* **EXERCISE PROMPT**: Transcribe each record precisely; images stay out.

* **RECORDS FOR THE EXERCISE**:

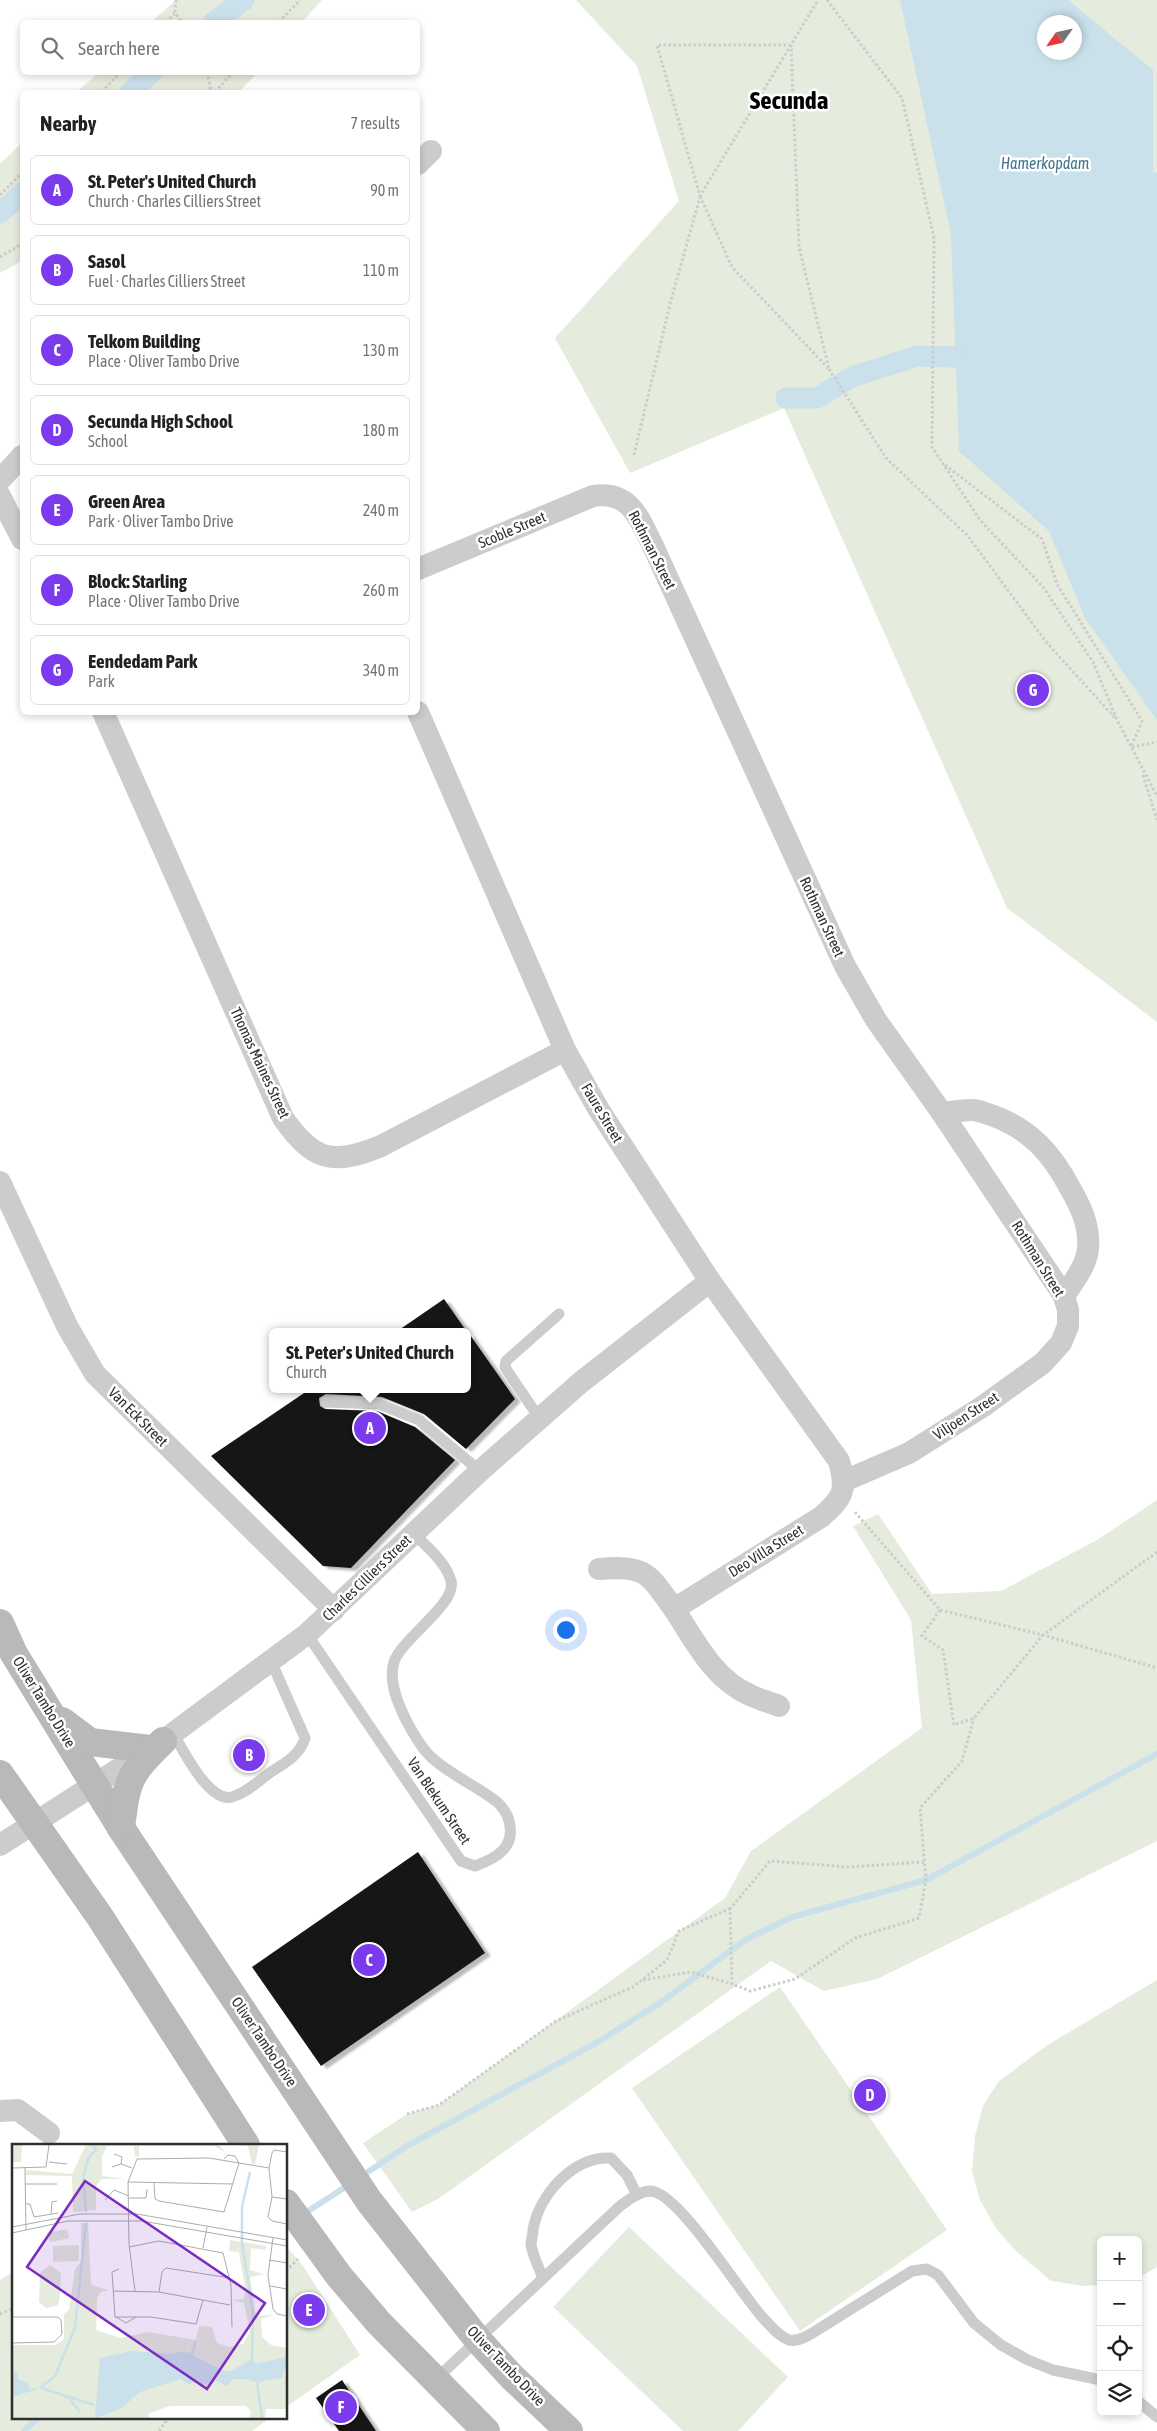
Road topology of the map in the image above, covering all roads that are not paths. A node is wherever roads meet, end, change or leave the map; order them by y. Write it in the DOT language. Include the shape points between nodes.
graph roads {
  1 [pos="20,458"];
  2 [pos="0,480"];
  3 [pos="607,494"];
  4 [pos="0,496"];
  5 [pos="20,535"];
  6 [pos="420,569"];
  7 [pos="103,715"];
  8 [pos="419,715"];
  9 [pos="565,1050"];
  10 [pos="942,1113"];
  11 [pos="0,1182"];
  12 [pos="710,1281"];
  13 [pos="1064,1296"];
  14 [pos="559,1314"];
  15 [pos="1068,1326"];
  16 [pos="326,1402"];
  17 [pos="540,1419"];
  18 [pos="480,1471"];
  19 [pos="842,1489"];
  20 [pos="414,1534"];
  21 [pos="599,1569"];
  22 [pos="674,1609"];
  23 [pos="334,1610"];
  24 [pos="0,1623"];
  25 [pos="307,1634"];
  26 [pos="271,1660"];
  27 [pos="40,1696"];
  28 [pos="780,1706"];
  29 [pos="162,1741"];
  30 [pos="0,1774"];
  31 [pos="95,1783"];
  32 [pos="33,1824"];
  33 [pos="121,1828"];
  34 [pos="0,1845"];
  35 [pos="0,2111"];
  36 [pos="49,2133"];
  37 [pos="245,2144"];
  38 [pos="637,2194"];
  39 [pos="288,2206"];
  40 [pos="543,2278"];
  41 [pos="478,2340"];
  42 [pos="1097,2379"];
  43 [pos="436,2380"];
  44 [pos="1142,2405"];
  45 [pos="1157,2418"];
  46 [pos="486,2431"];
  47 [pos="570,2431"];
  1 -- 2 [label="street"];
  3 -- 6 [label="street, Scoble Street" via="586,499"];
  3 -- 10 [label="street, Rothman Street" via="621,498 640,520 845,966 876,1020"];
  4 -- 5 [label="street"];
  7 -- 9 [label="street, Thomas Maines Street" via="283,1118 308,1149 325,1156 358,1156"];
  8 -- 9 [label="street, Faure Street"];
  9 -- 12 [label="street, Faure Street" via="599,1110"];
  10 -- 13 [label="street, Rothman Street"];
  10 -- 13 [label="street" via="973,1110 1005,1120 1041,1144 1059,1168 1081,1208 1088,1232 1088,1251 1083,1267"];
  11 -- 23 [label="street, Van Eck Street" via="67,1326 94,1374"];
  12 -- 17 [label="street, Charles Cilliers Street" via="580,1383"];
  12 -- 19 [label="street, Faure Street" via="839,1461"];
  13 -- 15 [label="street, Rothman Street"];
  14 -- 17 [label="lane" via="506,1361 505,1367"];
  15 -- 19 [label="street, Viljoen Street" via="1061,1343 1043,1363 982,1407 909,1453"];
  16 -- 18 [label="lane" via="378,1404 419,1420"];
  17 -- 18 [label="street, Charles Cilliers Street"];
  18 -- 20 [label="street, Charles Cilliers Street"];
  19 -- 22 [label="street, Deo Villa Street" via="821,1517"];
  20 -- 23 [label="street, Charles Cilliers Street"];
  20 -- 25 [label="lane, Van Blekum Street" via="440,1560 451,1581 451,1592 394,1662 394,1693 406,1720 428,1754 448,1771 499,1803 512,1834 507,1846 492,1859 476,1866 461,1861"];
  21 -- 22 [label="street" via="624,1567 643,1572 653,1580"];
  22 -- 28 [label="street" via="709,1662 729,1683 749,1695"];
  23 -- 25 [label="street, Charles Cilliers Street"];
  24 -- 27 [label="street, Oliver Tambo Drive" via="14,1654"];
  25 -- 26 [label="street, Charles Cilliers Street"];
  26 -- 29 [label="street, Charles Cilliers Street"];
  26 -- 29 [label="lane" via="305,1738 296,1754 286,1762 245,1791 225,1797 209,1789"];
  27 -- 29 [label="street" via="74,1732 90,1742"];
  27 -- 31 [label="street, Oliver Tambo Drive"];
  29 -- 31 [label="street, Charles Cilliers Street"];
  29 -- 33 [label="street" via="129,1780"];
  30 -- 32 [label="street"];
  31 -- 32 [label="street, Charles Cilliers Street"];
  31 -- 33 [label="street, Oliver Tambo Drive"];
  32 -- 34 [label="street, Charles Cilliers Street"];
  32 -- 37 [label="street" via="100,1917"];
  33 -- 41 [label="street, Oliver Tambo Drive" via="369,2201"];
  35 -- 36 [label="street" via="18,2110"];
  38 -- 40 [label="lane" via="606,2218"];
  38 -- 40 [label="lane" via="627,2175 611,2158 598,2158 569,2174 550,2190 536,2215 531,2245"];
  38 -- 42 [label="lane" via="651,2191 668,2199 755,2309 778,2334 791,2340 814,2332 912,2271 927,2269 938,2275 974,2323 1001,2345 1053,2370"];
  39 -- 43 [label="street" via="379,2323"];
  40 -- 41 [label="lane"];
  41 -- 43 [label="lane"];
  41 -- 47 [label="street, Oliver Tambo Drive"];
  43 -- 46 [label="street"];
  44 -- 45 [label="lane"];
}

* **ANSWER TO THIS TASK**:
Road topology of the map in the image above, covering all roads that are not paths. A node is wherever roads meet, end, change or leave the map; order them by y. Write it in the DOT language. Include the shape points between nodes.
graph roads {
  1 [pos="20,458"];
  2 [pos="0,480"];
  3 [pos="607,494"];
  4 [pos="0,496"];
  5 [pos="20,535"];
  6 [pos="420,569"];
  7 [pos="103,715"];
  8 [pos="419,715"];
  9 [pos="565,1050"];
  10 [pos="942,1113"];
  11 [pos="0,1182"];
  12 [pos="710,1281"];
  13 [pos="1064,1296"];
  14 [pos="559,1314"];
  15 [pos="1068,1326"];
  16 [pos="326,1402"];
  17 [pos="540,1419"];
  18 [pos="480,1471"];
  19 [pos="842,1489"];
  20 [pos="414,1534"];
  21 [pos="599,1569"];
  22 [pos="674,1609"];
  23 [pos="334,1610"];
  24 [pos="0,1623"];
  25 [pos="307,1634"];
  26 [pos="271,1660"];
  27 [pos="40,1696"];
  28 [pos="780,1706"];
  29 [pos="162,1741"];
  30 [pos="0,1774"];
  31 [pos="95,1783"];
  32 [pos="33,1824"];
  33 [pos="121,1828"];
  34 [pos="0,1845"];
  35 [pos="0,2111"];
  36 [pos="49,2133"];
  37 [pos="245,2144"];
  38 [pos="637,2194"];
  39 [pos="288,2206"];
  40 [pos="543,2278"];
  41 [pos="478,2340"];
  42 [pos="1097,2379"];
  43 [pos="436,2380"];
  44 [pos="1142,2405"];
  45 [pos="1157,2418"];
  46 [pos="486,2431"];
  47 [pos="570,2431"];
  1 -- 2 [label="street"];
  3 -- 6 [label="street, Scoble Street" via="586,499"];
  3 -- 10 [label="street, Rothman Street" via="621,498 640,520 845,966 876,1020"];
  4 -- 5 [label="street"];
  7 -- 9 [label="street, Thomas Maines Street" via="283,1118 308,1149 325,1156 358,1156"];
  8 -- 9 [label="street, Faure Street"];
  9 -- 12 [label="street, Faure Street" via="599,1110"];
  10 -- 13 [label="street, Rothman Street"];
  10 -- 13 [label="street" via="973,1110 1005,1120 1041,1144 1059,1168 1081,1208 1088,1232 1088,1251 1083,1267"];
  11 -- 23 [label="street, Van Eck Street" via="67,1326 94,1374"];
  12 -- 17 [label="street, Charles Cilliers Street" via="580,1383"];
  12 -- 19 [label="street, Faure Street" via="839,1461"];
  13 -- 15 [label="street, Rothman Street"];
  14 -- 17 [label="lane" via="506,1361 505,1367"];
  15 -- 19 [label="street, Viljoen Street" via="1061,1343 1043,1363 982,1407 909,1453"];
  16 -- 18 [label="lane" via="378,1404 419,1420"];
  17 -- 18 [label="street, Charles Cilliers Street"];
  18 -- 20 [label="street, Charles Cilliers Street"];
  19 -- 22 [label="street, Deo Villa Street" via="821,1517"];
  20 -- 23 [label="street, Charles Cilliers Street"];
  20 -- 25 [label="lane, Van Blekum Street" via="440,1560 451,1581 451,1592 394,1662 394,1693 406,1720 428,1754 448,1771 499,1803 512,1834 507,1846 492,1859 476,1866 461,1861"];
  21 -- 22 [label="street" via="624,1567 643,1572 653,1580"];
  22 -- 28 [label="street" via="709,1662 729,1683 749,1695"];
  23 -- 25 [label="street, Charles Cilliers Street"];
  24 -- 27 [label="street, Oliver Tambo Drive" via="14,1654"];
  25 -- 26 [label="street, Charles Cilliers Street"];
  26 -- 29 [label="street, Charles Cilliers Street"];
  26 -- 29 [label="lane" via="305,1738 296,1754 286,1762 245,1791 225,1797 209,1789"];
  27 -- 29 [label="street" via="74,1732 90,1742"];
  27 -- 31 [label="street, Oliver Tambo Drive"];
  29 -- 31 [label="street, Charles Cilliers Street"];
  29 -- 33 [label="street" via="129,1780"];
  30 -- 32 [label="street"];
  31 -- 32 [label="street, Charles Cilliers Street"];
  31 -- 33 [label="street, Oliver Tambo Drive"];
  32 -- 34 [label="street, Charles Cilliers Street"];
  32 -- 37 [label="street" via="100,1917"];
  33 -- 41 [label="street, Oliver Tambo Drive" via="369,2201"];
  35 -- 36 [label="street" via="18,2110"];
  38 -- 40 [label="lane" via="606,2218"];
  38 -- 40 [label="lane" via="627,2175 611,2158 598,2158 569,2174 550,2190 536,2215 531,2245"];
  38 -- 42 [label="lane" via="651,2191 668,2199 755,2309 778,2334 791,2340 814,2332 912,2271 927,2269 938,2275 974,2323 1001,2345 1053,2370"];
  39 -- 43 [label="street" via="379,2323"];
  40 -- 41 [label="lane"];
  41 -- 43 [label="lane"];
  41 -- 47 [label="street, Oliver Tambo Drive"];
  43 -- 46 [label="street"];
  44 -- 45 [label="lane"];
}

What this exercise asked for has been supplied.